Published: February 28, 2020

Re: Comment on the Federal Depository Insurance Corporation’s Proposed Rule, “Incorporation of Existing Statement of Policy Regarding Requests for Participation in the Affairs of an Insured Depository Institution by Convicted Individuals”

The Brennan Center for Justice at New York University School of Law welcomes the opportunity to submit comments on the Federal Deposit Insurance Corporation’s (“FDIC” or “the Corporation”) proposed rule to codify agency policy related to Section 19 of the Federal Deposit Insurance Act (the “Regulation”). Section 19 bars employment of someone convicted of a crime of dishonesty from working for an insured institution without the consent of the FDIC — functionally prohibiting many people with minor criminal convictions from being employed by banks.[1] The Regulation implements this statute and provides for exceptions.

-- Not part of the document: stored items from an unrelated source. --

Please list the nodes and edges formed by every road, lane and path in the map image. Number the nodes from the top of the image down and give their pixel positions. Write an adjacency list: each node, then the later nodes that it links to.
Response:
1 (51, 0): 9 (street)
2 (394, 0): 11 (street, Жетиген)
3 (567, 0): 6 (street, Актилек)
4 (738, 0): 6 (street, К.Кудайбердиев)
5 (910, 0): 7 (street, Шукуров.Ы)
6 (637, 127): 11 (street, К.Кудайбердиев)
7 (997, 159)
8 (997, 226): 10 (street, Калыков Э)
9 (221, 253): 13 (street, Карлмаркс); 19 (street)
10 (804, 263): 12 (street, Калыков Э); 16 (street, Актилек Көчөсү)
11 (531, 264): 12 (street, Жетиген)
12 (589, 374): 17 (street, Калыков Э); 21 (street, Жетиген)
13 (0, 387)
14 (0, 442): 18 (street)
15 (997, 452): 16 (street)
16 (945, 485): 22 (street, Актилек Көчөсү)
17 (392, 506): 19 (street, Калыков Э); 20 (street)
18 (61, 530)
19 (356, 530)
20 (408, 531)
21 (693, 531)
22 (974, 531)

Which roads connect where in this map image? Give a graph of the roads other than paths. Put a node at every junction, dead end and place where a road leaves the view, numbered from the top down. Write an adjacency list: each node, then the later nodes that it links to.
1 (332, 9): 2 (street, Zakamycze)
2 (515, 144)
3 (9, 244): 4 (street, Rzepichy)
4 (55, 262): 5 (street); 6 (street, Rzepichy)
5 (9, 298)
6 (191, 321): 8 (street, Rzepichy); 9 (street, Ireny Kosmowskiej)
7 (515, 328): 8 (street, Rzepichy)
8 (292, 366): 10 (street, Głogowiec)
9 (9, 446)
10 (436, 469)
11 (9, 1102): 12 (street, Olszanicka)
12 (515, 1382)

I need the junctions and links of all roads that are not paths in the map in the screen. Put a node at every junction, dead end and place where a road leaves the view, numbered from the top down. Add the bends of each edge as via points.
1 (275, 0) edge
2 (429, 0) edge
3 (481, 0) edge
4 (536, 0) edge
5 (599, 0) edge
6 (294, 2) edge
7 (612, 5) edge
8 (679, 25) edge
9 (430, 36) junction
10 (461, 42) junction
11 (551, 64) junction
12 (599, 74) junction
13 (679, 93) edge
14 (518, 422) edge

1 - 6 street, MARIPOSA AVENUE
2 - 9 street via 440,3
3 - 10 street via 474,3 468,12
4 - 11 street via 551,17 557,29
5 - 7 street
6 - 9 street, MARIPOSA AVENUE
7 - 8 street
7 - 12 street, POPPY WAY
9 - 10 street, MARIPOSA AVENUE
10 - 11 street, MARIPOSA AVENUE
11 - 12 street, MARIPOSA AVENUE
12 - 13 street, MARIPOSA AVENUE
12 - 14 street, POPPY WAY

The Brennan Center is a non-partisan public policy and law institute that focuses on improving America’s systems of democracy and justice.[2] The Brennan Center’s Justice Program seeks to ensure a rational, efficient, effective, and fair criminal justice system. As part of that mission, we seek to reduce mass incarceration by reducing racial and economic disparities in the criminal justice system while also advocating for systemic reforms that will reduce the criminal justice system’s size and severity. We commend the FDIC for continuing to evaluate and refine its rules to ensure greater access to employment for those with criminal convictions. However, we urge the FDIC to make several additional changes that will increase employment opportunities for those with criminal backgrounds while simultaneously maintaining the safety of the nation’s depository institutions.

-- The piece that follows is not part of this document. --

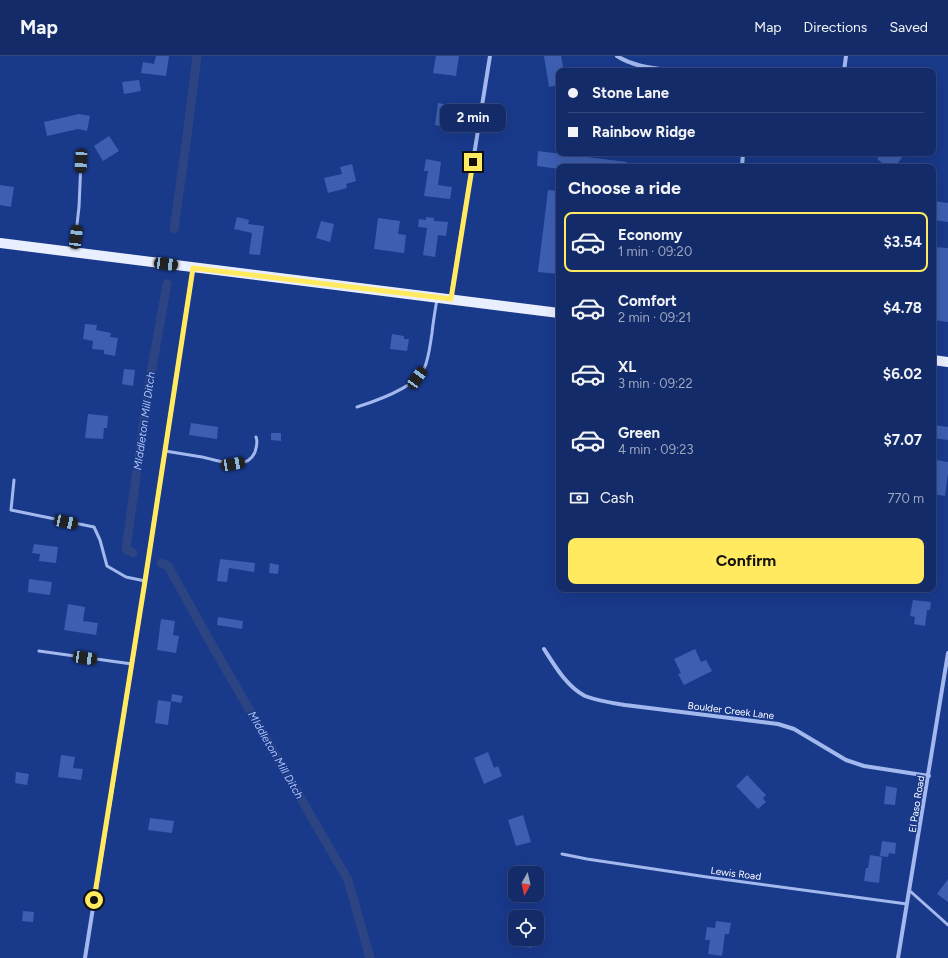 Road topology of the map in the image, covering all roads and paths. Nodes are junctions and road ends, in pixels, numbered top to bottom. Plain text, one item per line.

Currently, 2.1 million people are behind bars in America. Our country’s rate of incarceration, with nearly 1 out of every 100 adults in prison or jail, is nearly eight times higher than the rates in Western Europe and other democracies.[3] The U.S. prison population is largely drawn from the most disadvantaged part of the nation’s population, consisting mostly of young men of color, often without a strong educational background. Additionally, nearly 5 million people are on probation or parole while each year, more than 10 million people cycle through county and city jails.[4] As another consequence of mass incarceration, more than 70 million people in the United States have a criminal record of some kind.[5]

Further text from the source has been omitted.